COVID stretches on and on. It even seems to be getting worse in this “new” COVID year of 2021. The vaccine has been available for a few months when school begins again and we’re proud that we’ve stayed open and in-person for classes since returning in the fall of 2020. No one in our small community has had a “bad” case of the illness, and R-MA has been largely unscathed (if growing pretty tired of the masks and shots). But outside our campus community, there are now deaths and they are mounting. Eventually, I mandate that employees receive the vaccine unless they request a waiver for medical or faith reasons. A few of these requests are made and all are granted, but there are those who believe the vaccine is dangerous or morally wrong to accept and, to my sadness, some of those people choose to leave. Tom tells me he will soon be one of those - he loves working at R-MA, but believes I was wrong to make the vaccine mandatory, and I’m filled with the sadness of knowing my friend will leave us because of a decision I’ve made.
Within a day or so, he’s back. “I can’t stand it. I love it here and I’ll get the vaccine, so I can stay,” he says. I believe Tom got the vaccine that week, but on the following Saturday, his grandson came to visit him for the weekend and Tom contracted COVID-19. He would soon be hospitalized and battle the virus for about two weeks until October 5, 2021, when like too many others around the world, Tom Riley passed away.
Tom’s family asked us to fully support his funeral, and several of us went to a Winchester funeral home for his memorial service. His family fills the first several rows and there’s a lot of crying. I am grateful to see past employees of the Academy in the crowd, and then our Chaplain begins the service. Josh Orndorff speaks kindly of a man he knew and respected. Then he calls on the Cadet Corps Chaplain to read a scripture passage, followed by the Corps Commander. These are young men who slept safely under Tom’s guardianship and their words are powerful to me. I make brief remarks as well and then, with the rest of the R-MA Honor Guard provided for this event, the crowd moves outside to await the arrival of the coffin on the most amazing conveyance I’ve ever seen at a funeral: Tom has asked to be carried to his final resting place inside a glass hearse pulled by a motorcycle. No one who knows Tom is surprised at this selection, but there’s a shortage of men to carry the coffin to the hearse...it is not clear whether the pallbearers are absent or if there is a communication error, but several of us assemble informally and load the coffin into the hearse.

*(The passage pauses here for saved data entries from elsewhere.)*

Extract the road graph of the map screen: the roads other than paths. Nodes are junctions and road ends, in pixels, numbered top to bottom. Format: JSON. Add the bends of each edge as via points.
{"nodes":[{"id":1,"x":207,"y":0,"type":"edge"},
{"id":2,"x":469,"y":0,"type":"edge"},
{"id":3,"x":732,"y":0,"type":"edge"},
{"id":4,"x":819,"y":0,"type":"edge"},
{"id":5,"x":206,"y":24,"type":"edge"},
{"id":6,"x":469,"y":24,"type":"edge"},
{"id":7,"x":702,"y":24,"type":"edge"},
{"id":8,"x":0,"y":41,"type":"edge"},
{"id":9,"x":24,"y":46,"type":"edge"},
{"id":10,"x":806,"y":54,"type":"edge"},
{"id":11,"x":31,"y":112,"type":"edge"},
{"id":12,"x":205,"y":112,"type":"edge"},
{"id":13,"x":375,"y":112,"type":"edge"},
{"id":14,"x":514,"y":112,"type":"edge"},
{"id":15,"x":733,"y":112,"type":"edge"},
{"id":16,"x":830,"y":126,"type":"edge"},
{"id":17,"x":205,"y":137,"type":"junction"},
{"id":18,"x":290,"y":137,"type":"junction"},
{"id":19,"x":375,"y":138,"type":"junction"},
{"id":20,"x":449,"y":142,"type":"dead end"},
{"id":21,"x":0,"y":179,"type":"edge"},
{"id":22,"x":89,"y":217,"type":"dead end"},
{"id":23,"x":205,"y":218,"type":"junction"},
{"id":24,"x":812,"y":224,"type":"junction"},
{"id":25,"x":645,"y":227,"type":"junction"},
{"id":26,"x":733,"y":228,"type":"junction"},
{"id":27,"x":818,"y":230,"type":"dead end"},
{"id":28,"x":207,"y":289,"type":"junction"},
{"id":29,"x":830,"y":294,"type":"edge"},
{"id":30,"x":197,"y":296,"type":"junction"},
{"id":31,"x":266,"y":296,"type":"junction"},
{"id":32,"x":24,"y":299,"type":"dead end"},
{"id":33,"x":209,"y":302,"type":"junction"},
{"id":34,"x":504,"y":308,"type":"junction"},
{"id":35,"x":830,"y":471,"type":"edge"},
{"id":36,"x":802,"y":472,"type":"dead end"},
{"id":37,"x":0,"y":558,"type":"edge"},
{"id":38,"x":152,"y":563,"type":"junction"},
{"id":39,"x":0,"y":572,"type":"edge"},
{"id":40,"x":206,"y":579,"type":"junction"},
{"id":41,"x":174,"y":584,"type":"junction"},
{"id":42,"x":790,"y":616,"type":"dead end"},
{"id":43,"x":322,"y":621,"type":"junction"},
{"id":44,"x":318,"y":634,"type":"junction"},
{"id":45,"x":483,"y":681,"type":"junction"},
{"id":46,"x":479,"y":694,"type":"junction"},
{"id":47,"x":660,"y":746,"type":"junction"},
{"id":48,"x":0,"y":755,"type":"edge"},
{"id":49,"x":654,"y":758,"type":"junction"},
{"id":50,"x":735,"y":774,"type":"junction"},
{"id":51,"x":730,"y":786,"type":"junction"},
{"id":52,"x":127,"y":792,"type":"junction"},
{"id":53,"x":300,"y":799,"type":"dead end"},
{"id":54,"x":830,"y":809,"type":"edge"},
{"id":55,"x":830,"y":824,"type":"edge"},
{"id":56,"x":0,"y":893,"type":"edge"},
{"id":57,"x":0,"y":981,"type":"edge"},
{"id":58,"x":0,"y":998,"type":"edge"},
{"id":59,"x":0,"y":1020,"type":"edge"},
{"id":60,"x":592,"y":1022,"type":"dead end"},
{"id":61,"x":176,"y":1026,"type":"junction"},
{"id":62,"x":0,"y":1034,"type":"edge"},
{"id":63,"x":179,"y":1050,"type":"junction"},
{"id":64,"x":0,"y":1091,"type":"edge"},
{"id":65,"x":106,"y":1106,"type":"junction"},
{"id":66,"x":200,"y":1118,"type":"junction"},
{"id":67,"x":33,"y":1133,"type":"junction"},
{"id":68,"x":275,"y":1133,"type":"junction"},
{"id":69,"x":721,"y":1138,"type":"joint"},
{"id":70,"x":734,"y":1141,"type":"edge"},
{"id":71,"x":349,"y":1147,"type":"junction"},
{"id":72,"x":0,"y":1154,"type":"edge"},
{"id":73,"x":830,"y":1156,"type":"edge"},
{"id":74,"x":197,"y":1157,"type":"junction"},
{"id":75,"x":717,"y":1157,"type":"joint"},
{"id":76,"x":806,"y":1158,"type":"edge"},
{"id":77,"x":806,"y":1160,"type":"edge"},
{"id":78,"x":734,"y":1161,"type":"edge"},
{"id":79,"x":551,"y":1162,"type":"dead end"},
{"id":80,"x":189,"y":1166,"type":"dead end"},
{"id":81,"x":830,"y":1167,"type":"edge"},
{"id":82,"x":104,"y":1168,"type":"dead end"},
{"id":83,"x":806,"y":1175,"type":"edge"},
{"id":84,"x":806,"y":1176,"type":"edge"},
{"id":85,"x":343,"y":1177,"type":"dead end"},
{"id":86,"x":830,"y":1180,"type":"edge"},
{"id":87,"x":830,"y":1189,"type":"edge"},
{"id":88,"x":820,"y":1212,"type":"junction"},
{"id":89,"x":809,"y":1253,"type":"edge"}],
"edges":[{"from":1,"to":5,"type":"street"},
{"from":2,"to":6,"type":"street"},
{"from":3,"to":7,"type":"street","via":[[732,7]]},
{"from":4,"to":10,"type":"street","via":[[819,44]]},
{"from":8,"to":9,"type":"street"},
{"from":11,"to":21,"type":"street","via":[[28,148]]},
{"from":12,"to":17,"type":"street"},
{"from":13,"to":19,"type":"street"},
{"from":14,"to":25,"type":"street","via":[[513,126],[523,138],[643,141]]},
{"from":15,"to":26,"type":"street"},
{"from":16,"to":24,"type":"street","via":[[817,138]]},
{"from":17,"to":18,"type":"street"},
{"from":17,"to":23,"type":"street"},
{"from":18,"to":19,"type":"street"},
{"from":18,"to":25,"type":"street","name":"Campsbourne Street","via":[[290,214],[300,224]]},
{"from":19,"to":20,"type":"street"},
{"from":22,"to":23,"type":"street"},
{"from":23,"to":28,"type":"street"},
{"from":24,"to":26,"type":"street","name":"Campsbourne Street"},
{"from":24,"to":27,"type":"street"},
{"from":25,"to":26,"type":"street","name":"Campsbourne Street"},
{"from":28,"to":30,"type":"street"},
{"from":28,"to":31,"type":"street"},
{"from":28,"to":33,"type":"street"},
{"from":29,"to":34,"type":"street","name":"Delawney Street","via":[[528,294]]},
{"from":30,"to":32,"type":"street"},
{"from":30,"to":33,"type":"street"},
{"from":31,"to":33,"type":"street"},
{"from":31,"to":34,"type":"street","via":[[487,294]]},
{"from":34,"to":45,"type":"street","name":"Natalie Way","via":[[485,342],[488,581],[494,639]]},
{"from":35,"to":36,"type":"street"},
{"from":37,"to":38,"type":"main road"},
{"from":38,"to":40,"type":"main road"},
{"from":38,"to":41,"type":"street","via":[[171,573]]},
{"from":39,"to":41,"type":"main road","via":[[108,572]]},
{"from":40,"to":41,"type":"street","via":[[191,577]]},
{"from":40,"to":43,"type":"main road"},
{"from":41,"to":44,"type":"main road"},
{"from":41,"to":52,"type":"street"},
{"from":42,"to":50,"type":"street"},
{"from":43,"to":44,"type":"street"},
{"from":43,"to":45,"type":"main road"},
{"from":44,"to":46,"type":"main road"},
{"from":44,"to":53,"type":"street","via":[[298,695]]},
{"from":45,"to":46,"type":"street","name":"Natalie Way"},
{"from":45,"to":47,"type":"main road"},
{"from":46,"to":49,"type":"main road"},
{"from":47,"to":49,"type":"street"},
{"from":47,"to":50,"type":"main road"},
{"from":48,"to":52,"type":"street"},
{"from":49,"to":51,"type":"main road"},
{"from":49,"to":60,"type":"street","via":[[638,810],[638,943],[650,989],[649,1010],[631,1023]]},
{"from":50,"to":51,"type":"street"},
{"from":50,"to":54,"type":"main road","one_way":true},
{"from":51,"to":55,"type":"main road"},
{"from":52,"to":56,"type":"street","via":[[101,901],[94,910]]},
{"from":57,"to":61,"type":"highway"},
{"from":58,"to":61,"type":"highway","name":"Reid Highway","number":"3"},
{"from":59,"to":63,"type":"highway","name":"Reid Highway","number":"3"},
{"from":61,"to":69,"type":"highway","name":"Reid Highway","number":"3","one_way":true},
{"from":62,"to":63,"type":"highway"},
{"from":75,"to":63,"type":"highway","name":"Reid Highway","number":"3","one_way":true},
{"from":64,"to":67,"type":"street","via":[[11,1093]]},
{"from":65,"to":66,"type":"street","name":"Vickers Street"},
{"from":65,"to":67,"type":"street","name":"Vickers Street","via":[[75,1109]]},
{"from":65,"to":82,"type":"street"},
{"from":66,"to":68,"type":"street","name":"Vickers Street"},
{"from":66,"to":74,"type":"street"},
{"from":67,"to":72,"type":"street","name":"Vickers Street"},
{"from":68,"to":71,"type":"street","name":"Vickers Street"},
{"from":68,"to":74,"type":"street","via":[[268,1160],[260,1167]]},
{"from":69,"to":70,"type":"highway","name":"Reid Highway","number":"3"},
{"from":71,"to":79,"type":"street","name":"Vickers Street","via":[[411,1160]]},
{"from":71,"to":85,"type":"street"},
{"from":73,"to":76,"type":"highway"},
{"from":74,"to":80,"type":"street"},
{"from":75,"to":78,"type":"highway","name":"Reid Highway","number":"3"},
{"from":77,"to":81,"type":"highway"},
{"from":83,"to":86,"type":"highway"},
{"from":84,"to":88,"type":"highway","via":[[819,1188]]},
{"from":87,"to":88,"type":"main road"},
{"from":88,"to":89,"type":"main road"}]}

We drive in a solemn procession across town to the Mount Hebron Cemetery and the funeral party assembles beside the grave. It is clear that, again, there are not people assigned carry the coffin forward, so then-Commandant Lt Col Mike Starling, USMC (Ret) ‘88, several of the Honor Guard cadets, and I carry Tom to his grave. It is simultaneously one of the saddest and proudest moments I have ever experienced. Tom worked so hard. He defended our country and guarded our boys while they slept. He cajoled and counseled hundreds of them with his unique brand of humor and discipline. He stood in that window by the stairwell for thousands of mornings, giving so many of us one more indication that today would be a good day at R-MA.
In the ways he lived and loved and worked and died: Tom Riley lived a life of meaning and success. We miss you, Tom, and we remember what you taught us.